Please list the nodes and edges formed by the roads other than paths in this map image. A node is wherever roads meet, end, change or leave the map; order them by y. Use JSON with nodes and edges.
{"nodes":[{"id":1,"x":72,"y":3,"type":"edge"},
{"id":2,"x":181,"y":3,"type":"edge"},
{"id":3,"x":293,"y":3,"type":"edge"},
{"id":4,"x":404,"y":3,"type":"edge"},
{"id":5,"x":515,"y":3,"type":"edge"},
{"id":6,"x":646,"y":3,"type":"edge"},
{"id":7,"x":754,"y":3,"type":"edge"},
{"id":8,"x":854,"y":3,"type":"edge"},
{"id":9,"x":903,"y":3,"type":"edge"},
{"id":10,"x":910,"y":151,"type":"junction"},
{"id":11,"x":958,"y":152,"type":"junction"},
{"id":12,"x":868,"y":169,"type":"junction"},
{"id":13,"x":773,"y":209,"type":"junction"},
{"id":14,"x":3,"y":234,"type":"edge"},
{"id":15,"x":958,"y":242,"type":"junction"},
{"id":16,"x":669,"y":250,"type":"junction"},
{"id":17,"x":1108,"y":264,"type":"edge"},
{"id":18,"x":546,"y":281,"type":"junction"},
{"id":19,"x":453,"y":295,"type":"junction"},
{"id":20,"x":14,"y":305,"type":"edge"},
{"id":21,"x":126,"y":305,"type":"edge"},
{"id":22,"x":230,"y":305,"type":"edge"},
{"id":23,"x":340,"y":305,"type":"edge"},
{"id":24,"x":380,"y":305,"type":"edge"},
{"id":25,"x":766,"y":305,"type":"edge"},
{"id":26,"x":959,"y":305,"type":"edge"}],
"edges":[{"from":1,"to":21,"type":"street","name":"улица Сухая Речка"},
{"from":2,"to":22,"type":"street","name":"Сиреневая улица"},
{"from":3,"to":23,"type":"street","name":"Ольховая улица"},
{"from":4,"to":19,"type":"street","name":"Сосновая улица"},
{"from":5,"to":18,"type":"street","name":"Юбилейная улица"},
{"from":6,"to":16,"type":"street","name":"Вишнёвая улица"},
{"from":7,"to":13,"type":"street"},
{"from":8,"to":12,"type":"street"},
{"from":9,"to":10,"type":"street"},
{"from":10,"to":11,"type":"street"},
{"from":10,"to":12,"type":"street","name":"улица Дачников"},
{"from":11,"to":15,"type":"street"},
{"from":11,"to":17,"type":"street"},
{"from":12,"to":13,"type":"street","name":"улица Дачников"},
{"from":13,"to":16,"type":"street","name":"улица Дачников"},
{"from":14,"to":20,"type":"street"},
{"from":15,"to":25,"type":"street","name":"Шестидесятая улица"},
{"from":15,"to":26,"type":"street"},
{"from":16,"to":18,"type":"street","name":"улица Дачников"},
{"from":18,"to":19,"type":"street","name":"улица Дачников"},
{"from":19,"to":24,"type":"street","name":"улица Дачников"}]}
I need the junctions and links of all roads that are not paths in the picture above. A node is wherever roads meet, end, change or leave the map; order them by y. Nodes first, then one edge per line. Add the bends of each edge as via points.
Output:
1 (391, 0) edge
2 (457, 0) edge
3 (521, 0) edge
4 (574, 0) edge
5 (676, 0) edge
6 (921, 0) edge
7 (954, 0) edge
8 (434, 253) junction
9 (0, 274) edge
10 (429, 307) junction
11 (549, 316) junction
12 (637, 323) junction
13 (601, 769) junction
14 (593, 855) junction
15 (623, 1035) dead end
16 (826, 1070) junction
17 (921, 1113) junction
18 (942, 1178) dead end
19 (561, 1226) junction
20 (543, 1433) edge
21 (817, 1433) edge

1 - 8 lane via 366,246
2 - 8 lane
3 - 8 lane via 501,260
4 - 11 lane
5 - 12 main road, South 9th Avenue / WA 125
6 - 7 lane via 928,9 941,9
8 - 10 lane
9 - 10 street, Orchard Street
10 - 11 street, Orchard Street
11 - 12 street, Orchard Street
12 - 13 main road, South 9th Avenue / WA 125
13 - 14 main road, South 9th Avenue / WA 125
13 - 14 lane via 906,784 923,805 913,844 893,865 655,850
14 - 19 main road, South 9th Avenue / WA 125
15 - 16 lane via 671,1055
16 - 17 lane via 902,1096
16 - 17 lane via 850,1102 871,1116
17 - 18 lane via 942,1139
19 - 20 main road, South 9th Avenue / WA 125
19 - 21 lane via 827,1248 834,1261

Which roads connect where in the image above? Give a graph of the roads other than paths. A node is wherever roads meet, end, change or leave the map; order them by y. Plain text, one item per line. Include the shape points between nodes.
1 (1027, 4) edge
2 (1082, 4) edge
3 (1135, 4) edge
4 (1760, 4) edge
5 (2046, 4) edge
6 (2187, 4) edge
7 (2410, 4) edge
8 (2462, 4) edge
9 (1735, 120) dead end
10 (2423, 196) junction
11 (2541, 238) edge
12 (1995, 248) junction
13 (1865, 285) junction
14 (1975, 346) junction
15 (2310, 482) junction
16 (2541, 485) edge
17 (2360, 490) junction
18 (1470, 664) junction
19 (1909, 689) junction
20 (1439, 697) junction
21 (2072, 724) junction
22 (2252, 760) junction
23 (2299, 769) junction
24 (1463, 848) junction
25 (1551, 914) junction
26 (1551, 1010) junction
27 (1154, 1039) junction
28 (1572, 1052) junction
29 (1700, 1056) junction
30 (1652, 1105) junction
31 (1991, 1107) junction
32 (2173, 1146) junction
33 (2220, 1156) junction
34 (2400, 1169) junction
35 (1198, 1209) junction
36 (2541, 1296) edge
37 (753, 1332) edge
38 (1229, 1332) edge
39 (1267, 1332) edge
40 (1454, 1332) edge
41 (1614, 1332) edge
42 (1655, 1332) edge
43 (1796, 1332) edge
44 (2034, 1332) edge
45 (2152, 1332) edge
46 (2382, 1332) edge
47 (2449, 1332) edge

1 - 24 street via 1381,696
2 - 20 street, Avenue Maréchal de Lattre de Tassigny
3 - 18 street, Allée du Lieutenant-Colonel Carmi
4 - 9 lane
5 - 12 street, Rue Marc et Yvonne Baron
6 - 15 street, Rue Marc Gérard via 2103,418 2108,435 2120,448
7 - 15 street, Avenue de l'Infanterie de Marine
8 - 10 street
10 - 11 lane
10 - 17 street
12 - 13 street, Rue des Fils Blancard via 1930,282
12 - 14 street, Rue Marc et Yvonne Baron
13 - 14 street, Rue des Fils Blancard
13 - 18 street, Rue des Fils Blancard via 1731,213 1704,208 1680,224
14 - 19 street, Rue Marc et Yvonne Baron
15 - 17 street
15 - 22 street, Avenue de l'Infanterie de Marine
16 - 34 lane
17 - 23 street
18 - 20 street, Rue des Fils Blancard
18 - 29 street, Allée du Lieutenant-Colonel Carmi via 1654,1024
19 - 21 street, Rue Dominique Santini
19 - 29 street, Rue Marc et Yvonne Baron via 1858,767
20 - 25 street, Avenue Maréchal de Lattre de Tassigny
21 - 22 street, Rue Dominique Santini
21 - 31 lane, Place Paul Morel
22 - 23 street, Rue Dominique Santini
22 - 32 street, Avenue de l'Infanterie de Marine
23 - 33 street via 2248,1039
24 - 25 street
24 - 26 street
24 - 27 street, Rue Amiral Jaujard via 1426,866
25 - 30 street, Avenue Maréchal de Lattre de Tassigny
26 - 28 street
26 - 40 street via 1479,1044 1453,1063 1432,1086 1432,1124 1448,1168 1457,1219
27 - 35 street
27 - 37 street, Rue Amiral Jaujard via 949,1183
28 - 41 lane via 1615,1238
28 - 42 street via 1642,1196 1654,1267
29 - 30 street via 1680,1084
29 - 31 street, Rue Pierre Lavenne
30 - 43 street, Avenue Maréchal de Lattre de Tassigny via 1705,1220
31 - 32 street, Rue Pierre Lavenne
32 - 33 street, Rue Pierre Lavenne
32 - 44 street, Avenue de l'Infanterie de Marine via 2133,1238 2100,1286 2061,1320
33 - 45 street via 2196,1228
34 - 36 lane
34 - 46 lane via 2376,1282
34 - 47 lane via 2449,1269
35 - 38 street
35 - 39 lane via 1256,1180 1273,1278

What is required ▸ Whenever "image" occurs in a line of the entries, copy that line.

Written solution ▸
Please list the nodes and edges formed by the roads other than paths in this map image. A node is wherever roads meet, end, change or leave the map; order them by y. Use JSON with nodes and edges.
Which roads connect where in the image above? Give a graph of the roads other than paths. A node is wherever roads meet, end, change or leave the map; order them by y. Plain text, one item per line. Include the shape points between nodes.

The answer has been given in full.